==== Available records ====

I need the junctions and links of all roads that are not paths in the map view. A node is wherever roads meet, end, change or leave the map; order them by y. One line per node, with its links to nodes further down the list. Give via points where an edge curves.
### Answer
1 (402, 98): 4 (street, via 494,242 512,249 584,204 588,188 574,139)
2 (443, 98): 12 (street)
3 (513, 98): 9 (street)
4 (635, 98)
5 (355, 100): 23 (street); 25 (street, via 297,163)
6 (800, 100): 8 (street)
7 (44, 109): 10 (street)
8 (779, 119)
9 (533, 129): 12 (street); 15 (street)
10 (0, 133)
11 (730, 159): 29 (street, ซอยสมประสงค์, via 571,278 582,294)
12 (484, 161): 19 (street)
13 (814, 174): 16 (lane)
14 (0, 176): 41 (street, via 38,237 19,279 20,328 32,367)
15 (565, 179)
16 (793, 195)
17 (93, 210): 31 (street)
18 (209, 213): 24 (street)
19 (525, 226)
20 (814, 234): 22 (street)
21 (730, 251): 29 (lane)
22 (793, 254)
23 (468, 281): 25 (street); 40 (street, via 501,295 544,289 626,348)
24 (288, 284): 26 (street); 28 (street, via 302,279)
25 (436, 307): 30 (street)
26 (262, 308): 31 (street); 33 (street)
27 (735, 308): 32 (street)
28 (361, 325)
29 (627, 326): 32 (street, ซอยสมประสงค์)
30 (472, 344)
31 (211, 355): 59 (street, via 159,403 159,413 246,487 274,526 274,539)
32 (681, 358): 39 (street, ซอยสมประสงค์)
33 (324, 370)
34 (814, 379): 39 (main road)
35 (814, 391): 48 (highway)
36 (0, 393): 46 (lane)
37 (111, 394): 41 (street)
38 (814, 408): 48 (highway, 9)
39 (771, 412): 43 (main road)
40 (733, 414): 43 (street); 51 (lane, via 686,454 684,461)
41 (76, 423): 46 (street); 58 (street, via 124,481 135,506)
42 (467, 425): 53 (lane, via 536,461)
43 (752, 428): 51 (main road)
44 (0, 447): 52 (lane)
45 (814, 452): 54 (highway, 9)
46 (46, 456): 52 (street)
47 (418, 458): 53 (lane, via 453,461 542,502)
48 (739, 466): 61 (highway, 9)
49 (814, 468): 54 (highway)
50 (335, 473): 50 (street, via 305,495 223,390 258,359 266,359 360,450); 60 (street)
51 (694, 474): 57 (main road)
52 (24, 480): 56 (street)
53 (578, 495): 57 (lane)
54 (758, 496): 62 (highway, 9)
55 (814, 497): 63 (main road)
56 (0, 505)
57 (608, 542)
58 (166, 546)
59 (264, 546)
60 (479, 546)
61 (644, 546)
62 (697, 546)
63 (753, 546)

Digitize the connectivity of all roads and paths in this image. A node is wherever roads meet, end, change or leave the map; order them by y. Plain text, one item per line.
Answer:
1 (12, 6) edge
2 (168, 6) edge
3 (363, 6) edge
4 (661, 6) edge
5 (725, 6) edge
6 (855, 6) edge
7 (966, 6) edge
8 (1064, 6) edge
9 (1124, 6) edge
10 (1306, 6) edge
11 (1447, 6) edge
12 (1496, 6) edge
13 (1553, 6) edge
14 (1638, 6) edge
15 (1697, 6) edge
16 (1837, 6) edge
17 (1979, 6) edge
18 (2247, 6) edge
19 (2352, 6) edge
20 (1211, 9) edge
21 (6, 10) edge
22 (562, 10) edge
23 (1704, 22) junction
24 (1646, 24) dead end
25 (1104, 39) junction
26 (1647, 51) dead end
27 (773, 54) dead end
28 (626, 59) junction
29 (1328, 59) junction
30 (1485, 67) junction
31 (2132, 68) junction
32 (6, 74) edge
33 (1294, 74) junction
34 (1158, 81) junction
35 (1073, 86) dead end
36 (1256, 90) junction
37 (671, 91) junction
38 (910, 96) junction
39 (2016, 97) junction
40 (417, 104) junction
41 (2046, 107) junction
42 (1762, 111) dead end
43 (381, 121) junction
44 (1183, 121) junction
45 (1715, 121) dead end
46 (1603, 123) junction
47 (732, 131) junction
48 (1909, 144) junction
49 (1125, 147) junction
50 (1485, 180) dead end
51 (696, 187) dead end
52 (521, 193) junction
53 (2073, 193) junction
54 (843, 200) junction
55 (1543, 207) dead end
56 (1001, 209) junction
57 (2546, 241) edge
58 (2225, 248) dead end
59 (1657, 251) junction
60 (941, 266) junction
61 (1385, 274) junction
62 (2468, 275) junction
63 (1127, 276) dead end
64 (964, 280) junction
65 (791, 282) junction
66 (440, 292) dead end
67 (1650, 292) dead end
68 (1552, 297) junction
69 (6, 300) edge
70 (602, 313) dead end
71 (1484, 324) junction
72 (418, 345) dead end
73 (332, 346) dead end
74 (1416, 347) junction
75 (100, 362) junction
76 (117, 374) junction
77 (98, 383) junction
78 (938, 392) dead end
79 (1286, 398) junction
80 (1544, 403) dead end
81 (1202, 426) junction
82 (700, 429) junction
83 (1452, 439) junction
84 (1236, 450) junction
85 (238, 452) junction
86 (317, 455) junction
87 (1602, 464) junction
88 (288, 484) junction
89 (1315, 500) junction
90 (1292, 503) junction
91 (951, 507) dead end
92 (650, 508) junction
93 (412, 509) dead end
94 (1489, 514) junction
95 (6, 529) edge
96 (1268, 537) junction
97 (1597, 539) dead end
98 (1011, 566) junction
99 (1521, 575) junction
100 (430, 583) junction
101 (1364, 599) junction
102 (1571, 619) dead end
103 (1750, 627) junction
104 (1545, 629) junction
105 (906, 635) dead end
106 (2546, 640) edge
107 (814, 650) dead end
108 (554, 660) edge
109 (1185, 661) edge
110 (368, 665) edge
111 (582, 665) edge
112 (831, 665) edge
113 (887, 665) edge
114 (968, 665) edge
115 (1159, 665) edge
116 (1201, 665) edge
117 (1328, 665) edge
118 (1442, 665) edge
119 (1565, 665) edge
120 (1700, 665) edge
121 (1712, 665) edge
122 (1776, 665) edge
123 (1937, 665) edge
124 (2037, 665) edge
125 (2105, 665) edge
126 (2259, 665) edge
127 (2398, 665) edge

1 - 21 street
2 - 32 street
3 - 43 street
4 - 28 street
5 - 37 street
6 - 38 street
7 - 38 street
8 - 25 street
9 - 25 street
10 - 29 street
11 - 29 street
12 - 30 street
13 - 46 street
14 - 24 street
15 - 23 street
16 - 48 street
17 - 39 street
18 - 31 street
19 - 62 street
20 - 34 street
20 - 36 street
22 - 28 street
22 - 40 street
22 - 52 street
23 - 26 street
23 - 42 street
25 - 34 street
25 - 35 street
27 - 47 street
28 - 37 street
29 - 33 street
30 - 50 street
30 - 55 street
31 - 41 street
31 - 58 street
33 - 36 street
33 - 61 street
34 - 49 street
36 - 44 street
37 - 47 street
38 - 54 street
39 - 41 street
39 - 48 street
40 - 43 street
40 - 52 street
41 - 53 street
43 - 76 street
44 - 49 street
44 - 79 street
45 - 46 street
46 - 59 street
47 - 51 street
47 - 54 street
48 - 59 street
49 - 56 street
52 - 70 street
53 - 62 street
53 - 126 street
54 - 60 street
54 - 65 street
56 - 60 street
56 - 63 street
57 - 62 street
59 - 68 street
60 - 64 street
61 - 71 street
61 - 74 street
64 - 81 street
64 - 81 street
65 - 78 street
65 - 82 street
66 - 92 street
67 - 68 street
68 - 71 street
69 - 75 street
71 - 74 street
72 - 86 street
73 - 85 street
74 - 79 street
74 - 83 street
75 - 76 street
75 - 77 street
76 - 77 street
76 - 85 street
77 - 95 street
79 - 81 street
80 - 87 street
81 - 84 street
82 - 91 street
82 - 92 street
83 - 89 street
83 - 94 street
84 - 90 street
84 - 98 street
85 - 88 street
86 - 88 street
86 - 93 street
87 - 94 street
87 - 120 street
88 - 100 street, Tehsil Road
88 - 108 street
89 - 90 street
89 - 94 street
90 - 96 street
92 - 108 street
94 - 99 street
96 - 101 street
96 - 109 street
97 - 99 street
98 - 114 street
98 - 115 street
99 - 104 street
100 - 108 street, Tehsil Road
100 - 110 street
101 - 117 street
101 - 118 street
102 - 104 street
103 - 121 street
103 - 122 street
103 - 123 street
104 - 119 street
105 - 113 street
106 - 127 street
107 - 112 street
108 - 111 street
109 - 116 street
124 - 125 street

====

▶ [Task to carry out]:
Considering the entries above, how many lines contain "highway"? Give that number with nothing else.

▶ [Your response]:
6